▶ **Problem details**:
Please give an exact printout of the records, without any pictures.

[Stored data]
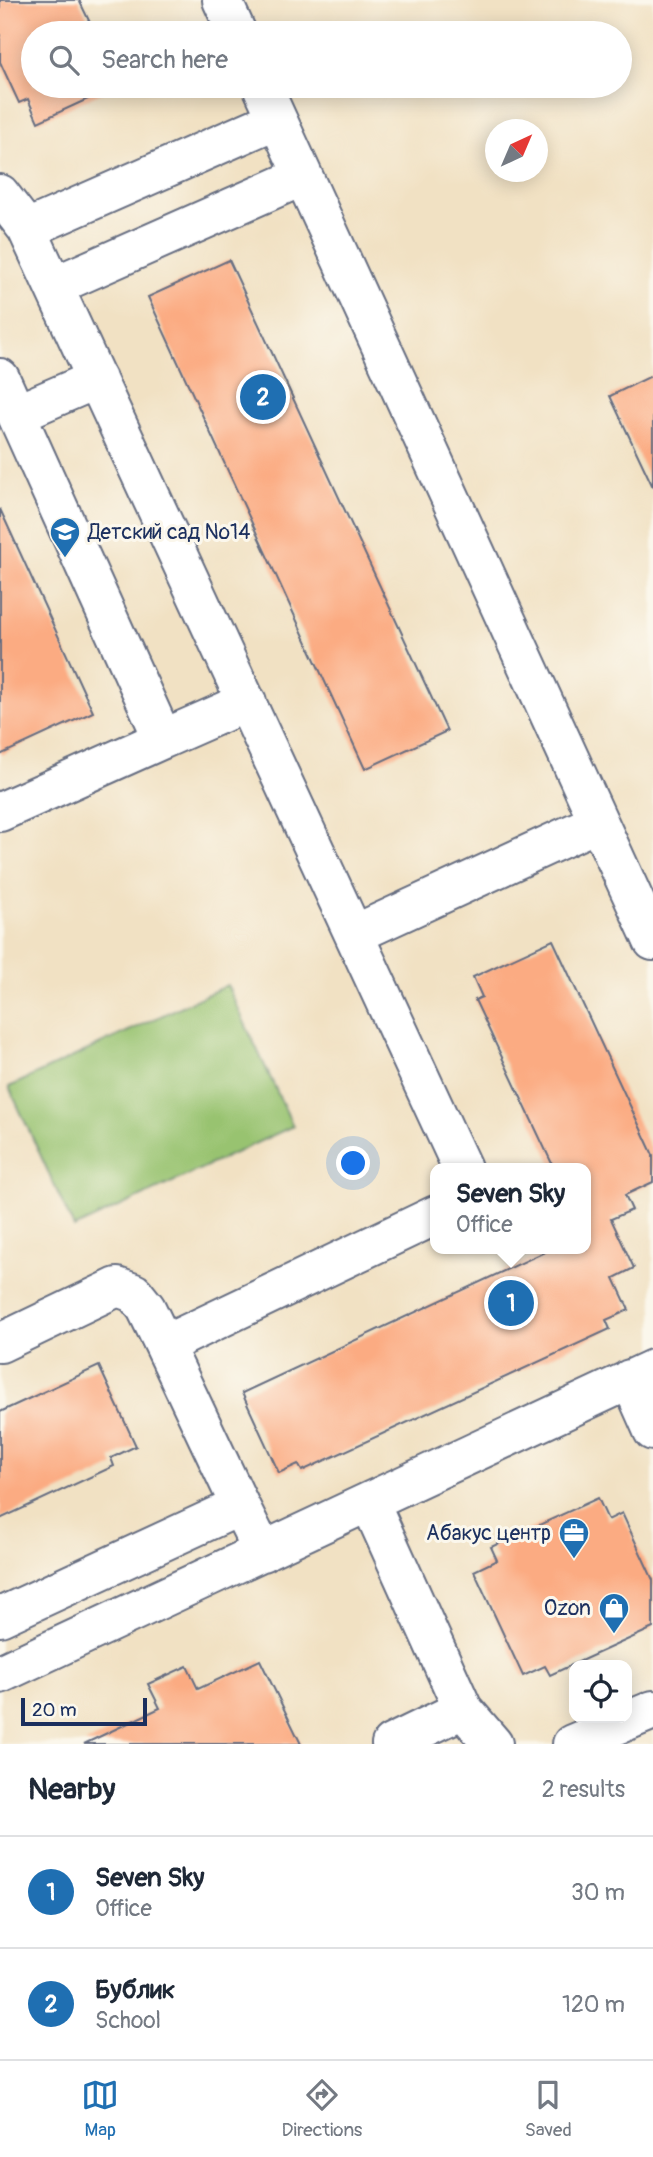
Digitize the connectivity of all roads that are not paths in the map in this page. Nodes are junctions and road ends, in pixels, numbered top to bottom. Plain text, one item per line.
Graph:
1 (222, 0) edge
2 (232, 21) edge
3 (269, 102) edge
4 (303, 176) junction
5 (0, 194) edge
6 (27, 229) junction
7 (54, 286) junction
8 (0, 378) edge
9 (97, 379) junction
10 (16, 414) junction
11 (247, 702) junction
12 (163, 739) junction
13 (0, 812) edge
14 (598, 822) junction
15 (355, 934) junction
16 (653, 941) edge
17 (460, 1163) edge
18 (430, 1218) edge
19 (0, 1343) edge
20 (164, 1345) junction
21 (641, 1374) edge
22 (653, 1431) edge
23 (370, 1503) junction
24 (240, 1506) junction
25 (263, 1552) junction
26 (0, 1617) edge
27 (0, 1674) edge
28 (463, 1709) junction
29 (653, 1710) edge
30 (391, 1744) edge
31 (493, 1744) edge
32 (572, 1744) edge

1 - 2 lane
3 - 4 lane
3 - 6 lane
4 - 7 lane
4 - 14 lane
5 - 6 lane
6 - 7 lane
7 - 9 lane
8 - 10 lane
9 - 10 lane
9 - 11 lane
10 - 12 lane
11 - 12 lane
11 - 15 lane
12 - 13 lane
14 - 15 lane
14 - 16 lane
15 - 17 lane
18 - 20 lane
19 - 20 lane
20 - 24 lane
21 - 22 lane
21 - 23 lane
23 - 25 lane
23 - 28 lane
24 - 25 lane
24 - 26 lane
25 - 27 lane
28 - 30 lane
28 - 31 lane
29 - 32 lane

▶ **Response**:
Digitize the connectivity of all roads that are not paths in the map in this page. Nodes are junctions and road ends, in pixels, numbered top to bottom. Plain text, one item per line.
Graph:
1 (222, 0) edge
2 (232, 21) edge
3 (269, 102) edge
4 (303, 176) junction
5 (0, 194) edge
6 (27, 229) junction
7 (54, 286) junction
8 (0, 378) edge
9 (97, 379) junction
10 (16, 414) junction
11 (247, 702) junction
12 (163, 739) junction
13 (0, 812) edge
14 (598, 822) junction
15 (355, 934) junction
16 (653, 941) edge
17 (460, 1163) edge
18 (430, 1218) edge
19 (0, 1343) edge
20 (164, 1345) junction
21 (641, 1374) edge
22 (653, 1431) edge
23 (370, 1503) junction
24 (240, 1506) junction
25 (263, 1552) junction
26 (0, 1617) edge
27 (0, 1674) edge
28 (463, 1709) junction
29 (653, 1710) edge
30 (391, 1744) edge
31 (493, 1744) edge
32 (572, 1744) edge

1 - 2 lane
3 - 4 lane
3 - 6 lane
4 - 7 lane
4 - 14 lane
5 - 6 lane
6 - 7 lane
7 - 9 lane
8 - 10 lane
9 - 10 lane
9 - 11 lane
10 - 12 lane
11 - 12 lane
11 - 15 lane
12 - 13 lane
14 - 15 lane
14 - 16 lane
15 - 17 lane
18 - 20 lane
19 - 20 lane
20 - 24 lane
21 - 22 lane
21 - 23 lane
23 - 25 lane
23 - 28 lane
24 - 25 lane
24 - 26 lane
25 - 27 lane
28 - 30 lane
28 - 31 lane
29 - 32 lane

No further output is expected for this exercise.